Müde lächelte sie Sarray an. „Du hast es geschafft“, hauchte sie, was von ihrer Stimme übrig war klang heiser und etwas rauchig, sehr anders als die zarte melodische Stimme, die sie sonst hatte.
Es war keine Frage sondern eine Feststellung. Sie konnte es riechen. Ihre Sinne waren nun noch empfindlicher als sonst. Die kleine Blondine roch so gut… Lysira konnte ihren Puls hören.
Die Hand der Bruxa war eiskalt.
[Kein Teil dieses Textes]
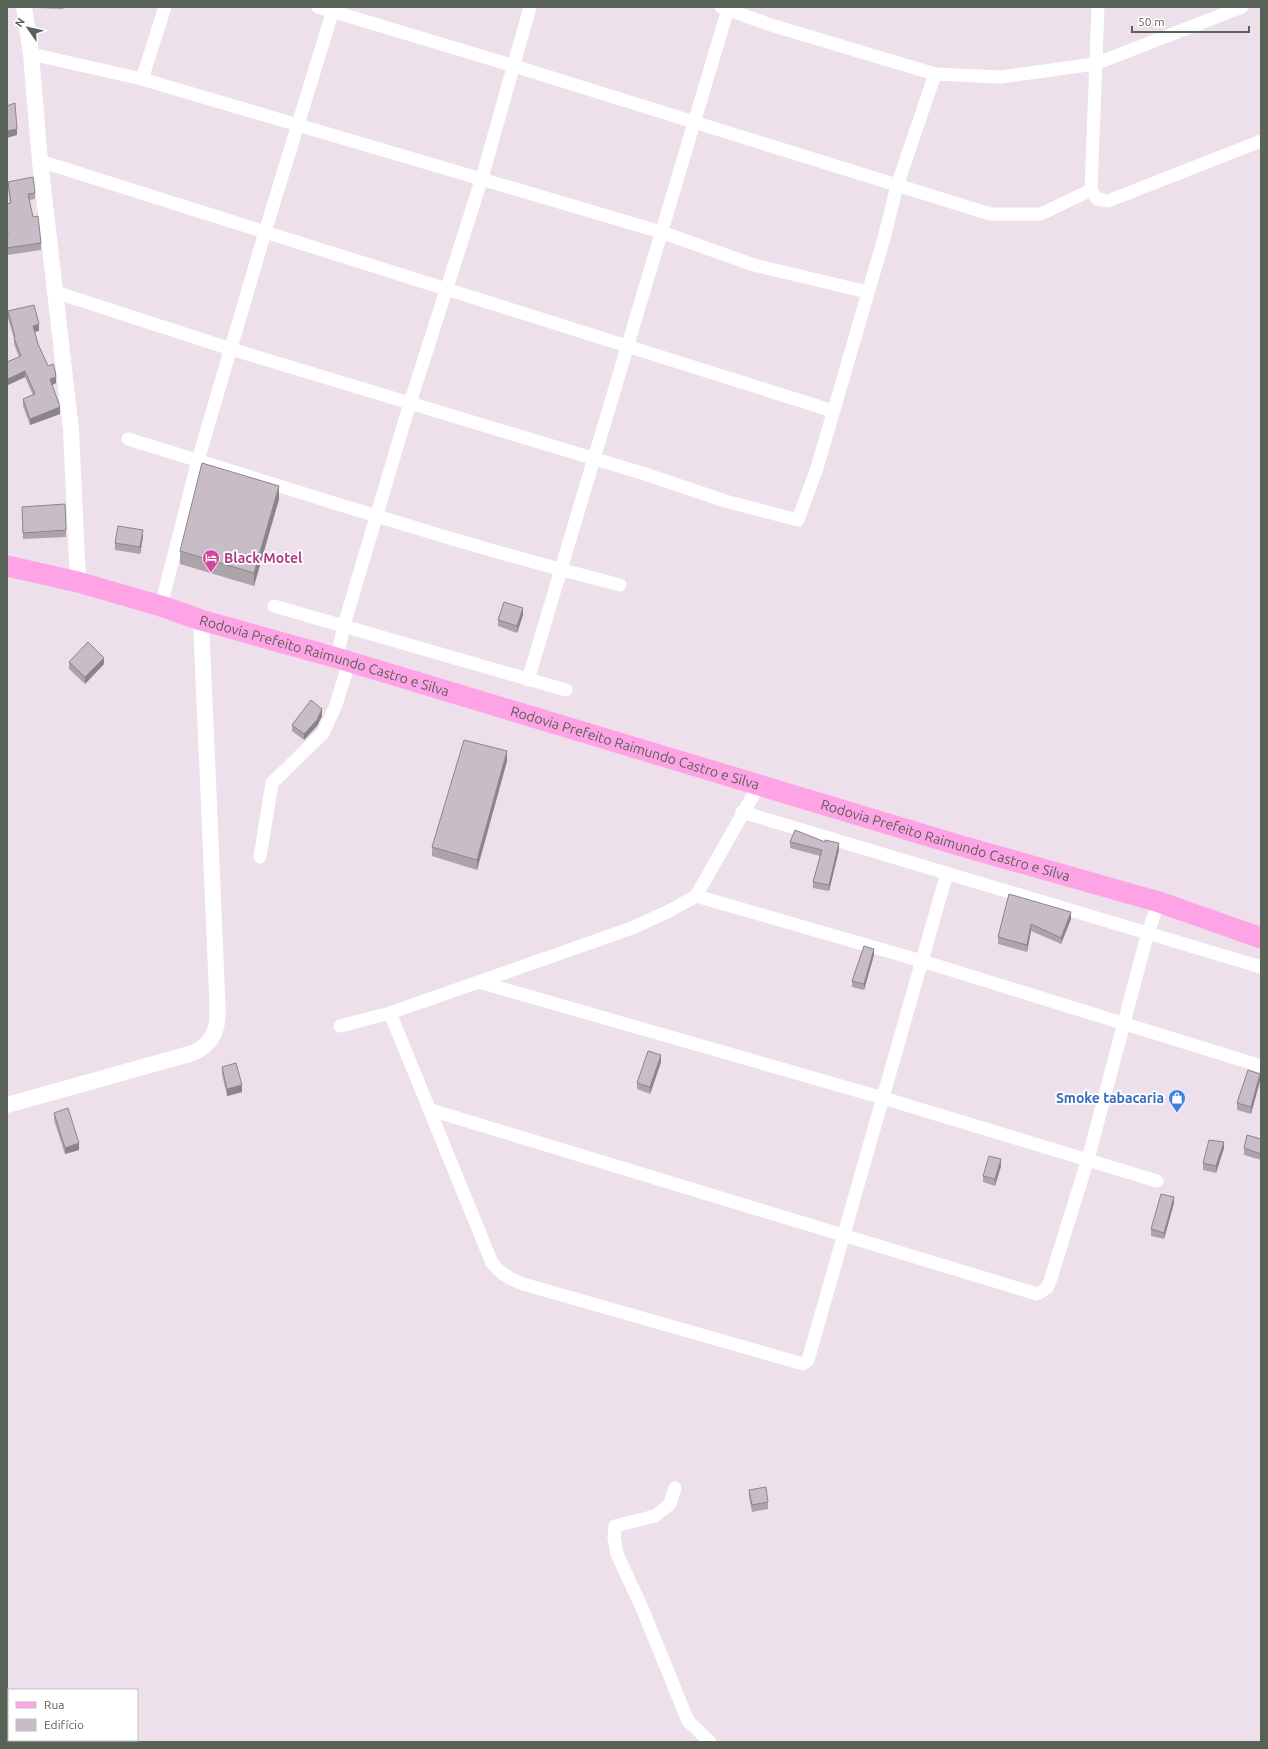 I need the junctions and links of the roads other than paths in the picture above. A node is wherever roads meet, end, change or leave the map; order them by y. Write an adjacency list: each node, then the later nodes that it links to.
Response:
1 (24, 7): 9 (street)
2 (165, 7): 13 (street)
3 (318, 7): 8 (street)
4 (530, 7): 11 (street)
5 (1098, 7): 10 (street)
6 (1242, 7): 10 (street)
7 (724, 8): 12 (street); 14 (street)
8 (333, 9): 11 (street); 15 (street)
9 (31, 54): 13 (street); 17 (street)
10 (1094, 64): 12 (street); 20 (street)
11 (514, 66): 14 (street); 18 (street)
12 (935, 74): 19 (street)
13 (142, 79): 15 (street)
14 (696, 122): 19 (street); 22 (street)
15 (297, 126): 18 (street); 21 (street)
16 (1261, 141): 20 (street)
17 (40, 161): 21 (street); 24 (street)
18 (482, 178): 22 (street); 23 (street)
19 (897, 186): 20 (street); 25 (street)
20 (1091, 190)
21 (264, 232): 23 (street); 27 (street)
22 (661, 232): 25 (street); 26 (street)
23 (448, 288): 26 (street); 28 (street)
24 (56, 292): 27 (street); 36 (street)
25 (867, 292): 29 (street)
26 (627, 346): 29 (street); 32 (street)
27 (231, 349): 28 (street); 31 (street)
28 (410, 403): 32 (street); 33 (street)
29 (833, 411): 32 (street)
30 (128, 439): 31 (street)
31 (198, 460): 33 (street); 38 (street)
32 (593, 460): 35 (street)
33 (377, 516): 35 (street); 41 (street)
34 (7, 566): 36 (main road, Rodovia Prefeito Raimundo Castro e Silva)
35 (560, 570): 37 (street); 43 (street)
36 (78, 582): 38 (main road, Rodovia Prefeito Raimundo Castro e Silva)
37 (620, 585)
38 (161, 606): 40 (main road, Rodovia Prefeito Raimundo Castro e Silva)
39 (274, 606): 41 (street)
40 (201, 620): 42 (main road, Rodovia Prefeito Raimundo Castro e Silva); 61 (street)
41 (344, 625): 42 (street); 43 (street)
42 (343, 660): 45 (main road, Rodovia Prefeito Raimundo Castro e Silva); 47 (street)
43 (528, 680): 44 (street)
44 (566, 690)
45 (759, 785): 46 (street); 50 (main road, Rodovia Prefeito Raimundo Castro e Silva)
46 (742, 812): 48 (street); 49 (street)
47 (260, 857)
48 (947, 873): 51 (street); 53 (street)
49 (696, 896): 53 (street); 55 (street)
50 (1159, 902): 51 (street); 52 (main road, Rodovia Prefeito Raimundo Castro e Silva)
51 (1148, 932): 54 (street); 57 (street)
52 (1261, 938)
53 (922, 961): 57 (street); 60 (street)
54 (1261, 967)
55 (479, 982): 56 (street); 60 (street)
56 (390, 1013): 58 (street); 62 (street)
57 (1124, 1024): 59 (street); 63 (street)
58 (340, 1026)
59 (1261, 1066)
60 (883, 1098): 63 (street); 65 (street)
61 (7, 1105)
62 (431, 1110): 65 (street); 65 (street)
63 (1088, 1159): 64 (street); 65 (street)
64 (1157, 1181)
65 (844, 1236)
66 (674, 1488): 67 (street)
67 (710, 1742)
Zumindest musste es Sarray so vorkommen, denn die Vampirin war beinahe auf Raumtemperatur herunter gekühlt.
Der betörende Duft stach ihr in die Nase und löste eine Reihe von Krämpfen in ihrem Innern aus. Schon spürte sie, wie die spitzen Zähne ihre trockene Zunge berührten.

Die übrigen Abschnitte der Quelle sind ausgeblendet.